Rossynant pisze:Czy dobry wybór - dla ozdoby tak, dla pożytku nie...
Najlepiej przytnij teraz kawałek pędu, wsadź w ziemię po czubek i będzie nowy krzak za parę lat - gdy stracisz cierpliwość do tych piennych - jak znalazł
jarson64 pisze:Formy pienne porzeczki są trudne do prowadzenia, szybko się starzeją, cięcie odmładzające nie przynosi pożądanych rezultatów. Tak jak napisał Rossynant, pienne formy bardziej dla ozdoby, na użytek - krzaczaste.

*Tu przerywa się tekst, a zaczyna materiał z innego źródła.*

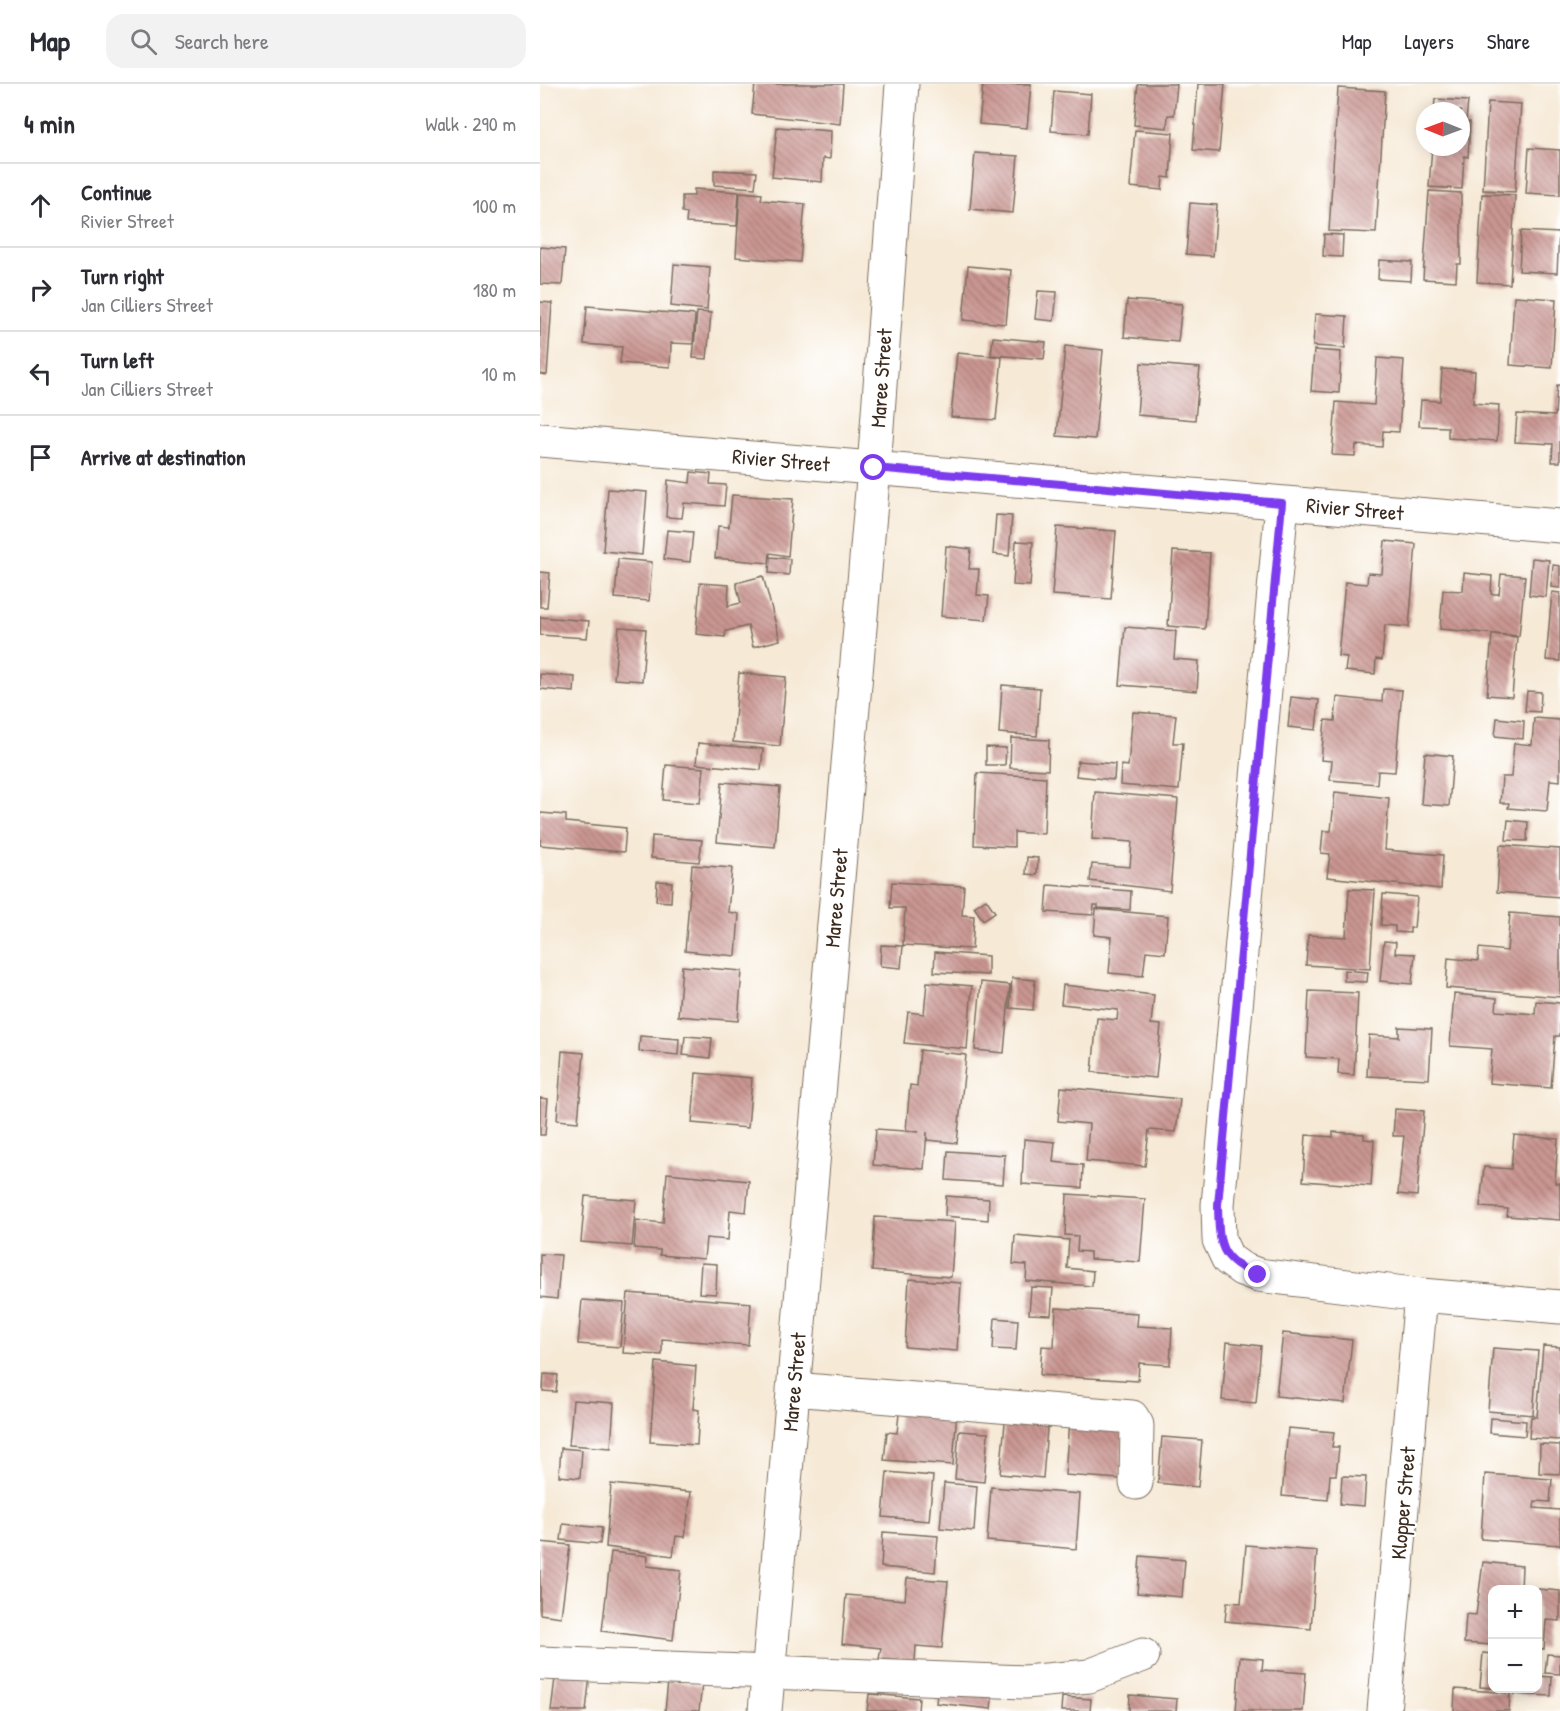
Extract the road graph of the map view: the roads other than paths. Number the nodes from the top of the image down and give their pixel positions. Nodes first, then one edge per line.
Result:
1 (902, 84) edge
2 (540, 440) edge
3 (874, 468) junction
4 (1282, 503) junction
5 (1560, 526) edge
6 (1421, 1295) junction
7 (1560, 1307) edge
8 (794, 1389) junction
9 (1136, 1483) dead end
10 (1143, 1655) dead end
11 (540, 1663) edge
12 (769, 1673) junction
13 (765, 1711) edge
14 (1384, 1711) edge

1 - 3 street, Maree Street
2 - 3 street, Rivier Street
3 - 4 street, Rivier Street
3 - 8 street, Maree Street
4 - 5 street, Rivier Street
4 - 6 street
6 - 7 street
6 - 14 street, Klopper Street
8 - 9 street
8 - 12 street, Maree Street
10 - 12 street
11 - 12 street
12 - 13 street, Maree Street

Witam chciałbym nawiązać do powyższych cytatów, otóż właśnie zamierzam kupić kilkanaście krzewów porzeczek oraz agrestu i zastanawiałem się nad tym jaką wybrać formę, krzaczastą czy pienną. Piszecie tutaj że pienna forma tylko dla ozdoby, ale np. takie formy wykorzystuje się przy nasadzeniach towarowych (chyba że źle zrozumiałem prowadzenie w szpalerach), a tam chyba nie rosną dla ozdoby. Poza tym, jeśli ktoś ma zamiar kupić roślinę która ma mu zdobić ogród, to jest ogrom propozycji roślin przebijających pod względem urok piennej formy porzeczki czy też agrestu (no chyba nie zaprzeczycie), więc wątpię żeby szczepiło się te gatunki tylko dla ozdoby. Prosił bym o szersze rozwinięcie dlaczego pienna forma
nie a krzaczasta
tak. Zanim kupie chciałbym wiedzieć jakiego wyboru mam dokonać. Do teraz byłem bardziej za formą pienną gdyż na pewno jest z nią o wiele mniej uciążliwej pracy, z wyrywanie chwastów i ogólnie pieleniem w kolczastej kupie gałęzi. W zeszłym roku parę sadzonek krzewiastego agrestu tak mi zarosło perzem, że nawet nie zabrałem się za jego wyrywanie, efekt był taki że owoce zdrobniały i były jakby takie przyschłe, ogólnie perz wygrał z agrestem konkurencję o wodę a skubaniec tak się wrósł że jak chciałem go wyrwać, to razem z sadzonkami agrestu się wyrywał. Z sadzonkami na pniu takich problemów bym nie miał, jeden grubszy pień bez kolców z łatwym dostępem, co wiąże się z łatwiejszym utrzymaniem higieny dookoła rośliny a to z jej lepszym wigorem. Kolejna sprawa to wydaje mi się że formy pienne posiadają rzadsze korony, do tego część gałęzi pod ciężarem owoców odgina się w dół, przez co korona jest bardziej przewiewna (mniejsza szansa na infekcję grzybową) i lepiej doświetlona (smaczniejsze owoce). Ale to tylko taka moja teoria którą zamierzałem posłużyć się podczas tegorocznych zakupów, jednak z tego co tutaj piszecie wychodzi coś zupełnie innego. Proszę o konkrety co z tymi formami piennymi jest nie tak.